Partilharam-se livros já publicados, leram-se textos, conversou-se, reencontraram-se pessoas, conheceram-se outras, sentindo-se feliz comunhão pelo gosto de escrever. 

Foi boa a manhã de ontem em espaço público e aberto (Jovim). A chuva era anunciada, mas o sol abriu-se. O encontro trouxe alegria, amizade, boa comunicação, empatia…

Venham mais manhãs assim. Ou tardes ou noites. No mundo atual, as boas palavras são cada vez mais necessárias. Ditas ou escritas.


sexta-feira, 18 de julho de 2025

O que vou fazer para logo à noite?


Segundo o Expresso, na edição anunciada para esta semana, são os portugueses que mais gastam em comida.

Há muitos anos, uma pessoa alemã, ligada à nossa família, passou connosco uns dias e perguntou à minha mãe se não se cansava de passar tanto tempo na cozinha para fazer almoço e jantar. Já para não falar do lanche, porque com muita frequência, sobre a mesa havia ou aletria, ou leite creme, ou rabanadas para aproveitar pão seco, etc.

Nessa época,  passei um tempo na Alemanha e o jantar era sempre umas fatias de um pão escuro e maravilhoso a que juntávamos queijo ou salame. Tenho saudades desse pão que não voltei a encontrar em lugar algum.

Mas, voltando à notícia do jornal, fiquei surpreendida por sermos os mais gastadores na alimentação. Será pela quantidade ou pela qualidade dos alimentos? Estou com curiosidade de ler o texto na íntegra.

E, a propósito, nem sei o que vou fazer para o jantar!

quarta-feira, 16 de julho de 2025

MEO Deus, ou uma questão de vírgula!


Ontem, liguei para a MEO, a minha operadora de telemóvel, porque me apareceu uma mensagem com uma conta que não reconheci: 123 euros mais iva.

Interroguei-me: será 123  ou 1,23 euros? O que é certo é que aparecia 123 sem qualquer ponto ou vírgula.

O melhor seria telefonar para a MEO. Felizmente não me apareceu a senhora virtual a pedir o assunto do contacto exigindo apenas as palavras programadas e mais nenhuma.

Não, foi voz humana que me atendeu. Voz de homem mal disposto. Expus o assunto. Quis que eu lesse a mensagem recebida. Cumpri o pedido. Perguntou-me se eu tinha a certeza que a mensagem era da MEO e se o número 123 não era 1,23. Repetiu a pergunta com secura. 

A má disposição começou a contagiar-me. Repeti a questão: o custo mencionado na mensagem era de 1,23 ou 123 euros? O que estava escrito era 123 e a mensagem era da MEO, por isso, a operadora é que teria as respostas, e não eu. Se eu soubesse a resposta, não tinha contactado. O funcionário mal disposto continuava mal disposto.
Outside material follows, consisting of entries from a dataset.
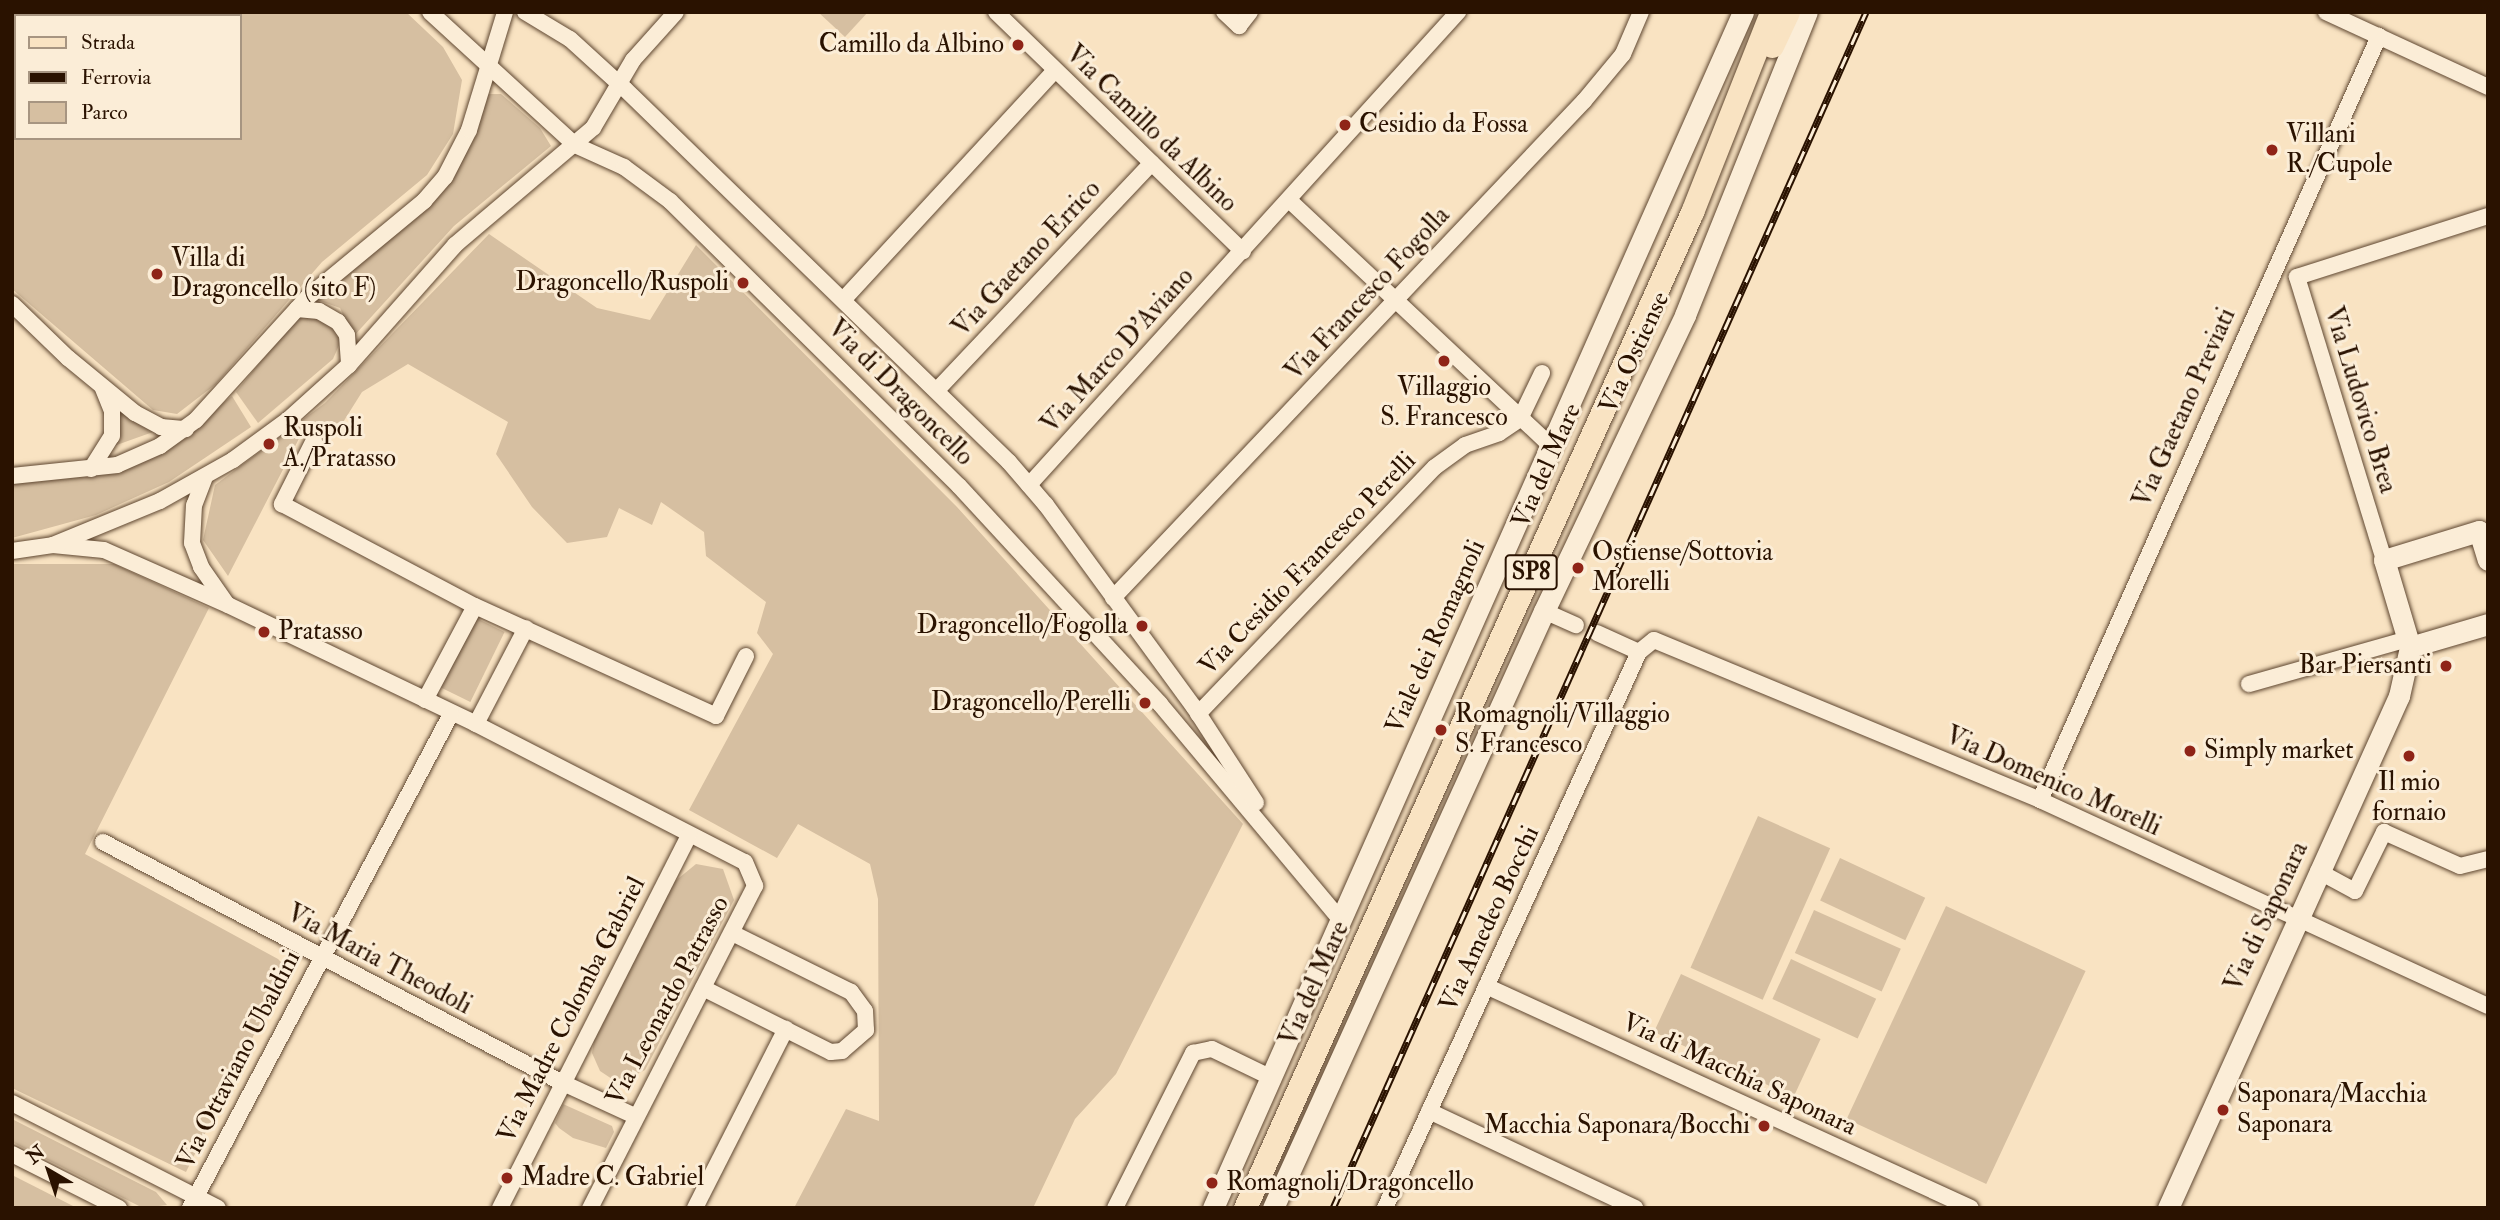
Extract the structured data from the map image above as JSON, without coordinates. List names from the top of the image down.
{
  "streets": {
    "main road": [
      "Via Ostiense",
      "Via del Mare",
      "SP8",
      "Viale dei Romagnoli",
      "Via di Saponara"
    ],
    "street": [
      "Via Camillo da Albino",
      "Via Gaetano Errico",
      "Via Francesco Fogolla",
      "Via Marco D'Aviano",
      "Via di Dragoncello",
      "Via Ludovico Brea",
      "Via Gaetano Previati",
      "Via Cesidio Francesco Perelli",
      "Via Domenico Morelli",
      "Via Amedeo Bocchi",
      "Via Maria Theodoli",
      "Via Leonardo Patrasso",
      "Via Madre Colomba Gabriel",
      "Via Ottaviano Ubaldini",
      "Via di Macchia Saponara"
    ]
  },
  "crossings": [
    ["Via Camillo da Albino", "Via Gaetano Errico"],
    ["Via Camillo da Albino", "Via Marco D'Aviano"],
    ["Via Gaetano Errico", "Via di Dragoncello"],
    ["Via Francesco Fogolla", "Via di Dragoncello"],
    ["Via Marco D'Aviano", "Via di Dragoncello"],
    ["Via di Dragoncello", "Via Cesidio Francesco Perelli"],
    ["Via di Dragoncello", "Viale dei Romagnoli"],
    ["Via Gaetano Previati", "Via Domenico Morelli"],
    ["Via Domenico Morelli", "Via di Saponara"],
    ["Via Domenico Morelli", "Via Amedeo Bocchi"],
    ["Via Amedeo Bocchi", "Via di Macchia Saponara"],
    ["Via Maria Theodoli", "Via Leonardo Patrasso"],
    ["Via Maria Theodoli", "Via Madre Colomba Gabriel"],
    ["Via Maria Theodoli", "Via Ottaviano Ubaldini"],
    ["Via Leonardo Patrasso", "Via Madre Colomba Gabriel"],
    ["Via Leonardo Patrasso", "Via Ottaviano Ubaldini"]
  ],
  "places": [
    "Camillo da Albino",
    "Cesidio da Fossa",
    "Villani R./Cupole",
    "Villa di Dragoncello (sito F)",
    "Dragoncello/Ruspoli",
    "Villaggio S. Francesco",
    "Ruspoli A./Pratasso",
    "Ostiense/Sottovia Morelli",
    "Dragoncello/Fogolla",
    "Pratasso",
    "Bar Piersanti",
    "Dragoncello/Perelli",
    "Romagnoli/Villaggio S. Francesco",
    "Simply market",
    "Il mio fornaio",
    "Saponara/Macchia Saponara",
    "Macchia Saponara/Bocchi",
    "Madre C. Gabriel",
    "Romagnoli/Dragoncello"
  ],
  "legend": ["Strada", "Ferrovia", "Parco"],
  "north": "top left"
}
Pacatamente, pedi-lhe que tivesse mais paciência, porque a minha dúvida era legítima.

Depois de alguma desconversa, pediu-me para aguardar para ver então o que se passava. Finalmente, depois de algum tempo, comunicou-me que era 1,23 e não 123 euros. Que não tinha a vírgula, mas que eu deveria saber que era 1,23 euros.

Irritada, eu disse apenas obrigada e desliguei, lembrando-me do anúncio: Humaniza-te!


terça-feira, 15 de julho de 2025

No sofá com RGC e NM


Hoje de manhã, apressei-me nas tarefas domésticas para, de tarde, poder ler o livro que comecei há muito tempo e também jornais em atraso. Em papel, chega-me o Expresso, trazido pela minha filha que o compra todas as semanas e que, depois, mo passa para mim.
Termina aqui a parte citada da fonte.